Кроме меня, отвечать на звонки было некому. В письме Парлабейна я упоминалась как один из двух человек, имеющих доступ к полной рукописи, а Холлиер был недосягаем. Он, счастливчик, все еще нежился в постели дома у матери и, по ее словам, не мог подойти к телефону. Поэтому я его заменяла, уворачивалась от прямых ответов и обещаний, отказывалась от встреч с разными людьми, а потом все равно была вынуждена с ними разговаривать, когда они вламывались в комнаты Холлиера. Против моей воли меня фотографировали газетчики, залегшие у входа в «Душок», и осаждали литературные агенты, желающие снять с меня бремя забот. Я испытывала на себе все прелести нежеланной славы.
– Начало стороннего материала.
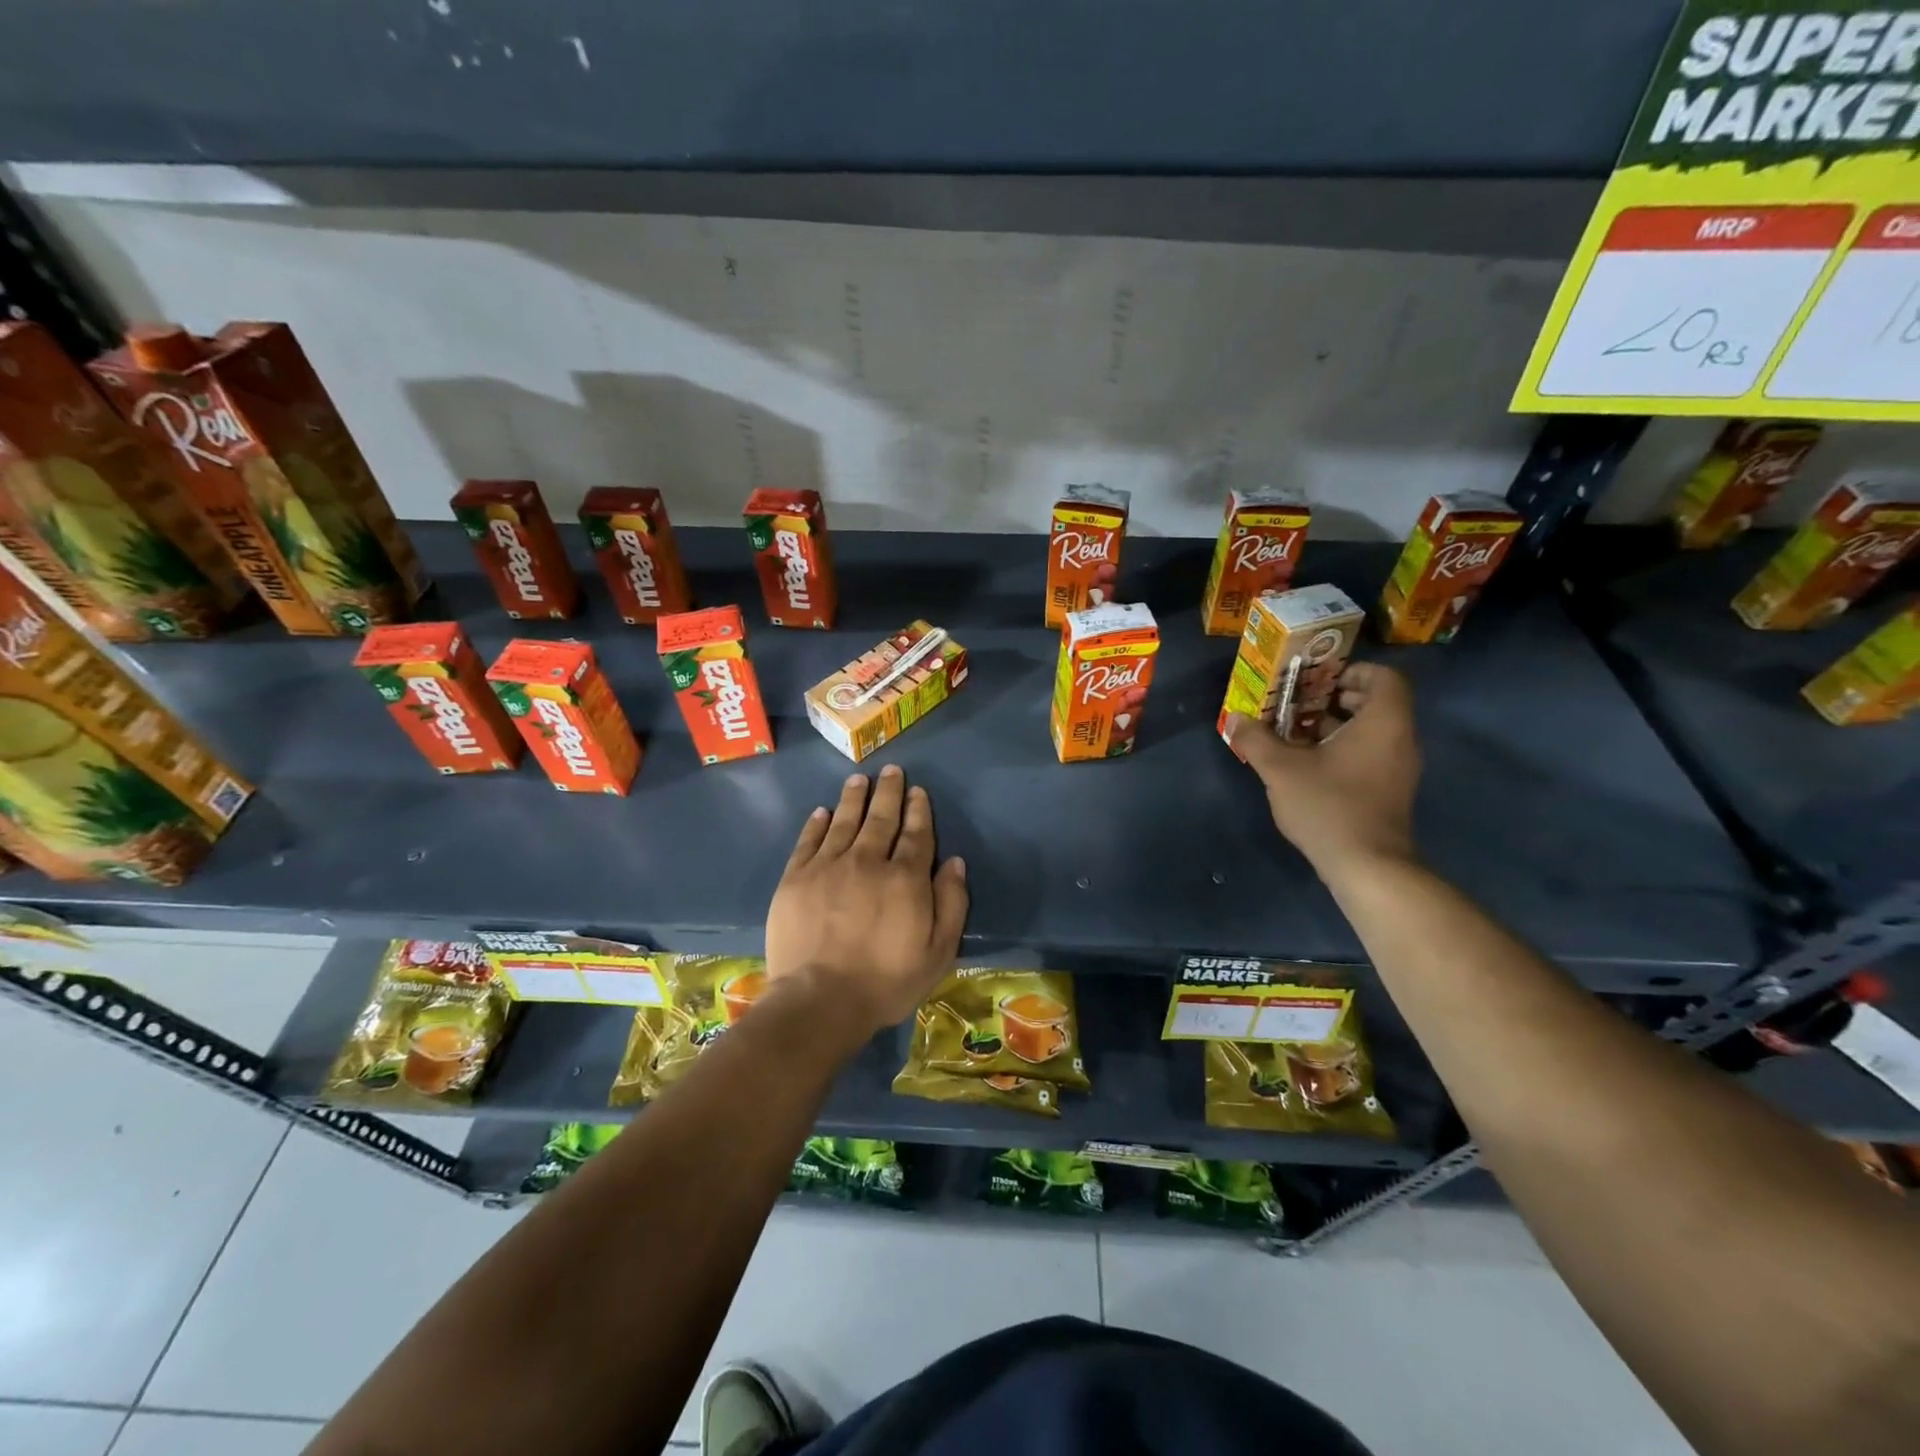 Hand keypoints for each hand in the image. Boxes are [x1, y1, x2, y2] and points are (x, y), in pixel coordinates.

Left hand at [764, 765, 968, 1050]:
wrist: (819, 1000)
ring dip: (854, 798)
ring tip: (860, 779)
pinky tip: (822, 811)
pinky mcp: (796, 878)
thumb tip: (954, 862)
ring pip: (844, 821)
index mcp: (905, 878)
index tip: (919, 791)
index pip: (916, 834)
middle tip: (892, 771)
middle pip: (881, 818)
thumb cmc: (886, 982)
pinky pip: (808, 841)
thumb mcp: (938, 952)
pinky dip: (817, 823)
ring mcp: (828, 866)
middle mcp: (868, 861)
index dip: (919, 810)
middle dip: (889, 792)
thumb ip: (951, 904)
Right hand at [1225, 662, 1420, 878]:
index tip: (1315, 680)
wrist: (1367, 867)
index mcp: (1383, 723)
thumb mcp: (1281, 769)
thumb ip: (1256, 739)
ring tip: (1291, 733)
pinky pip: (1369, 754)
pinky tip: (1306, 765)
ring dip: (1333, 726)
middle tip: (1294, 704)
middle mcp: (1399, 740)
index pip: (1384, 677)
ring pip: (1369, 731)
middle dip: (1332, 698)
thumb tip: (1235, 718)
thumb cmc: (1329, 806)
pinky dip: (1341, 749)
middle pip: (1374, 703)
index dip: (1350, 671)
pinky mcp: (1389, 791)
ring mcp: (1398, 768)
Мне предлагали кучу денег за книгу «Джон Парлабейн, каким я его знала» и услуги литературных негров, чтобы написать за меня эту книгу с моих слов. (Предполагалось, что я, будучи аспиранткой, не способна членораздельно выражать свои мысли на письме.) Меня приглашали участвовать в телепередачах. Мать Холлиера была в ярости от такой шумихи и подозревала меня – шестым чувством, какое свойственно всем матерям, – в коварных замыслах против ее невинного сыночка. Она, кажется, не сомневалась, что во всей этой истории виновата я. Когда кто-то неумело попытался взломать дверь в комнаты Холлиера, я спрятала рукопись «Не будь другим» в сейф «Душка» и подала заявку на отключение телефона, но оказалось, что для ее выполнения нужно несколько дней. О, tohu-bohu и brouhaha!

У меня была еще одна причина благодарить покойного Парлабейна: ни в одном из писем к полиции он не упомянул папку Грифиуса. Я понятия не имела, где она сейчас. Но в пятницу на второй неделе атак издателей и газетчиков, под конец дня, я сидела во внешней комнате Холлиера, пытаясь (безуспешно) хоть как-нибудь продвинуться в собственной работе, и тут в дверь постучали.

– Убирайтесь! – крикнула я.

Пришедший снова постучал, погромче.

– Идите в жопу! – взревела я.

Но не запертая мною дверь открылась, и в нее просунулось ухмыляющееся лицо Артура Корниша.